22.6.23

Tangara

 

A real antique fiction today, first published in 1960, much reprinted and much awarded, and I've just realised that it's Edel Wignell's copy that I bought in the secondhand bookshop! Isn't it a lovely cover? This edition is from 1972.

Nan Chauncy's Tangara is a problematic read today, but in its time it was extraordinarily sympathetic to the Tasmanian Aboriginal people, who were widely regarded even then as 'extinct.' It's a time slip story of sorts, and along with young Lexie, we see the original Tasmanians living in their old way -- hunting, sharing, telling stories, playing, bickering. Chauncy carefully researched her subject before writing to get the details right, but of course the biggest fact of all is wrong: the Tasmanian Aborigines did not 'die out,' despite the best efforts of the colonists. This assumption casts a melancholy, mourning air over the entire story, but most of the (white) characters are horrified by what happened and generally sympathetic to the 'vanished people' and quite honest about their appalling treatment.
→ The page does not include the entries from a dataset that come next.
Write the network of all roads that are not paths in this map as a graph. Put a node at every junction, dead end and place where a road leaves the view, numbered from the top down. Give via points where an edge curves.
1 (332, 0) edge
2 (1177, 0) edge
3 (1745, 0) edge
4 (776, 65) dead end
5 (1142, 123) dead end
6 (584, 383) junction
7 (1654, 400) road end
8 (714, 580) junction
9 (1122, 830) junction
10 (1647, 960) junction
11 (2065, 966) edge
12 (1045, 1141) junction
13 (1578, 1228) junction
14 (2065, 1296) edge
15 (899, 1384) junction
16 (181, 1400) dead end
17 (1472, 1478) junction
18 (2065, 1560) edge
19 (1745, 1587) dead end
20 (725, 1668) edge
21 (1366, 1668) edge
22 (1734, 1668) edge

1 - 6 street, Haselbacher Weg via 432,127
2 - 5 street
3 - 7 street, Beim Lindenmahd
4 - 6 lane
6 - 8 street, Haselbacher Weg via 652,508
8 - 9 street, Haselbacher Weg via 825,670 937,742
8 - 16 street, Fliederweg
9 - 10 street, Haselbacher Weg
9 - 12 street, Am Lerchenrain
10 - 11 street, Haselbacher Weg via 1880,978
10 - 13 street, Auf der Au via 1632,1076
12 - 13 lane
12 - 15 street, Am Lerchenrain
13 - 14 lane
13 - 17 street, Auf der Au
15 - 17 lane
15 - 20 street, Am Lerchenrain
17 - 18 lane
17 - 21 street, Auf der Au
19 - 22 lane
There is even a massacre, though it occurs off-screen, but the lonely figure of Merrina, always waiting for her people to return, is truly heart-breaking.

I wouldn't recommend Tangara to children these days, but it's not a bad read for adults, especially readers who want to be reassured that a) there were people who cared, even in the bad old days, and b) that we have travelled a long way since then.